Burmese Lethwei fighter

Tun Tun Min (ထွန်းထွန်းမင်း; born 4 October 1992) is a Burmese Lethwei fighter of Mon descent and current Openweight Lethwei World Champion. In 2014, he became the youngest fighter to ever win the Lethwei Golden Belt, obtaining the title at age of 21. Tun Tun Min is considered one of Myanmar's top Lethwei fighter and is notable for fighting foreign challengers from outside Myanmar. He headlined the biggest combat sport event in Myanmar's history with the Lethwei trilogy fight vs. Dave Leduc (37 million viewers).

== Early life ==
Tun Tun Min was born in a remote village of Mon state. He is the second eldest son of Lethwei fighter U Tun Tun Zaw and his wife Daw Aye Win. Tun Tun Min was introduced to the world of traditional boxing through his grandfather and father, both well-known former Lethwei fighters in the Mon state. At the age of 6, he started training with sandbags and rudimentary equipment that his father had bought him. By 4th grade, at the age of 9, he won his first fight at the local elementary school against a rival classmate he didn't get along with. They were amateur Lethwei fights fought on the sand and not yet in a ring.

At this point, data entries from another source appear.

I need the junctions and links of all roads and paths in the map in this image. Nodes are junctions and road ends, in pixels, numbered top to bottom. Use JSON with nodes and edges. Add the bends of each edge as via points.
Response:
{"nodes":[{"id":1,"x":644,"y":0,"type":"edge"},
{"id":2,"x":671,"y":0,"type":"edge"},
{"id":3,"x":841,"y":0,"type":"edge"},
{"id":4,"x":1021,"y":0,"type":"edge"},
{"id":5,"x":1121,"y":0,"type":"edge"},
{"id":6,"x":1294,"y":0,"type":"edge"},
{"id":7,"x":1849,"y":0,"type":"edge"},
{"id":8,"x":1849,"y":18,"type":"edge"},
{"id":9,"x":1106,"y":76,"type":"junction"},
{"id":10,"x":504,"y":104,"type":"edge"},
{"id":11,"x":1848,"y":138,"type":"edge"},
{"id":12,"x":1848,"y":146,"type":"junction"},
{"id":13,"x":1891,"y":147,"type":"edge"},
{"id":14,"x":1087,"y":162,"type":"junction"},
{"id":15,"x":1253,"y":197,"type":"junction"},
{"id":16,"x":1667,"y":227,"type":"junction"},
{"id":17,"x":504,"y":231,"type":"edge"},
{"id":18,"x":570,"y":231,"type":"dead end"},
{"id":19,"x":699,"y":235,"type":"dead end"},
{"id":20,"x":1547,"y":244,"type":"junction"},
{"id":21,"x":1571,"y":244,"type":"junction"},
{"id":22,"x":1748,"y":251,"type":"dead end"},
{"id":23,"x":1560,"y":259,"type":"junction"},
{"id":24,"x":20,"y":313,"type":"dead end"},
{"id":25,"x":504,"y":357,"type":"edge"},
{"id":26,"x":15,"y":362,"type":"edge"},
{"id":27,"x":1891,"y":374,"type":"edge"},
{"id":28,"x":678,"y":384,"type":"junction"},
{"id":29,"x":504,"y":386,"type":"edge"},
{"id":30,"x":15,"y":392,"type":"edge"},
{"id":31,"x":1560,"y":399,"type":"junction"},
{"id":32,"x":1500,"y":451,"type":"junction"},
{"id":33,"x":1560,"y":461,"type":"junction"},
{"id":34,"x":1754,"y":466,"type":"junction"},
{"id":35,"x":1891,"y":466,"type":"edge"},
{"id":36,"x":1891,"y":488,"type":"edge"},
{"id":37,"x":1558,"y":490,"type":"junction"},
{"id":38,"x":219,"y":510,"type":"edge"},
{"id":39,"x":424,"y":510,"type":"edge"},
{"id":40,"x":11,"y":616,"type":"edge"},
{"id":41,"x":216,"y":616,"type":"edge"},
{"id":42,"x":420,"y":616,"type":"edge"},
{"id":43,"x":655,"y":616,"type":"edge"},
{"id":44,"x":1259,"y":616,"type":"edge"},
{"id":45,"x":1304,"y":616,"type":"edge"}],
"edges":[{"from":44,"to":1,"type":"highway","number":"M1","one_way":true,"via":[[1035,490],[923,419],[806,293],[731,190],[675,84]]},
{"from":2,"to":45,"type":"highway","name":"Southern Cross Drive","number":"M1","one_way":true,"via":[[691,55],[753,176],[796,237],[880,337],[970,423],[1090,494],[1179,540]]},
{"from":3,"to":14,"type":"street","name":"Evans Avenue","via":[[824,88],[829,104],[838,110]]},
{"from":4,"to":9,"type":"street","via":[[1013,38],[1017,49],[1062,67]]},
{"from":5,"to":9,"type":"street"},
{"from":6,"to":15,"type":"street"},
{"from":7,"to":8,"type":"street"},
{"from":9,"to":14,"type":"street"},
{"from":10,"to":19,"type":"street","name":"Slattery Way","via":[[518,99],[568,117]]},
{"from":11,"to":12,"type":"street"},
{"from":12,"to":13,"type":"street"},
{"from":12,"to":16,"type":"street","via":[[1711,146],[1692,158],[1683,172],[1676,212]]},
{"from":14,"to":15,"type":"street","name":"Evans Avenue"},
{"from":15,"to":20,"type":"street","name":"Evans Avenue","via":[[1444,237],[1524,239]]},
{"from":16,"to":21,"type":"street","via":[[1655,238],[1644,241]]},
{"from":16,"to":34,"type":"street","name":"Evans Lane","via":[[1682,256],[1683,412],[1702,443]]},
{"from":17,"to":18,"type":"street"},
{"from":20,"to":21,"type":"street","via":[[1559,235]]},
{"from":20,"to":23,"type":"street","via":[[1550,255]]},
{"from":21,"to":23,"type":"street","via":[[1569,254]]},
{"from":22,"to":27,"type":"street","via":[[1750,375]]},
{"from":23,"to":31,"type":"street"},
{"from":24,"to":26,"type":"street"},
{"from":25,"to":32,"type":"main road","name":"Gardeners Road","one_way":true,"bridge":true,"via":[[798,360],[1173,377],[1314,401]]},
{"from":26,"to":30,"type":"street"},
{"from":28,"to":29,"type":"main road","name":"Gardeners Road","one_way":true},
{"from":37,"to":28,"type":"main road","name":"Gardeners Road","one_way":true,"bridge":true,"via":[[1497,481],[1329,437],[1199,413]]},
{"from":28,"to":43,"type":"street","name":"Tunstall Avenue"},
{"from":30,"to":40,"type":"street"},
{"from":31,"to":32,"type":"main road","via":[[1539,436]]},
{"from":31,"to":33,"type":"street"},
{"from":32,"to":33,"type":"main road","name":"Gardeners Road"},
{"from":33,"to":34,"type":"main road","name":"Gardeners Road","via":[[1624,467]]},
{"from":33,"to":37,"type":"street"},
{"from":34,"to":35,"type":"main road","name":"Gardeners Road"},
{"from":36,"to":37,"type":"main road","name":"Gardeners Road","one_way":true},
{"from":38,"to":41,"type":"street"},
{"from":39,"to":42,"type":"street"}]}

In 6th grade, Tun Tun Min decided to drop out of school to focus exclusively on his fighting career in order to support his family. For a short period of time, from 2007 until 2009, he also worked at a pineapple plantation in Thailand to earn more income. His boss at the time dared him to fight some Muay Thai boys in the village which he won. Although he did beat them, his boss unfortunately denied him to further pursue this venture. Upon his return home, Tun Tun Min joined the Mudontha Lethwei Club, founded in 2008 by Saya U Ye Thway, U Thamain Thawdar and Tun Tun Min's father.

== Career ==
=== Lethwei ===
Under the guidance of his new teachers, Tun Tun Min started his professional career fighting for prize money in Lethwei fights in pagodas and other religious festivals. He quickly became a rising star because of his aggressive style and more opportunities came around. He faced another rising star in Too Too to a draw. Three days after, Tun Tun Min was offered a fight for 6 Lakh or 600 000 Burmese kyats against Soe Lin Oo, a 2010 Golden Belt champion and already an established name at the time. Because his father insisted, the match was signed and ultimately fought to a draw. At the time, Tun Tun Min described Soe Lin Oo as the toughest opponent he had ever faced. Quickly rising through the ranks, from that moment on his career would see many more celebrated victories. Tun Tun Min faced many fighters from neighbouring Thailand and due to his larger size, he faced many foreign opponents. eventually leading up to his shot at becoming the champion.

Despite being both among the top ranked lethwei fighters in Myanmar currently, Tun Tun Min and Too Too have refused to fight each other due to their long-lasting friendship.

He took part in Muay Thai competitions at the 2012 Asian Muay Championships, 2013 Southeast Asian Games and 2013 Asian Indoor and Martial Arts Games.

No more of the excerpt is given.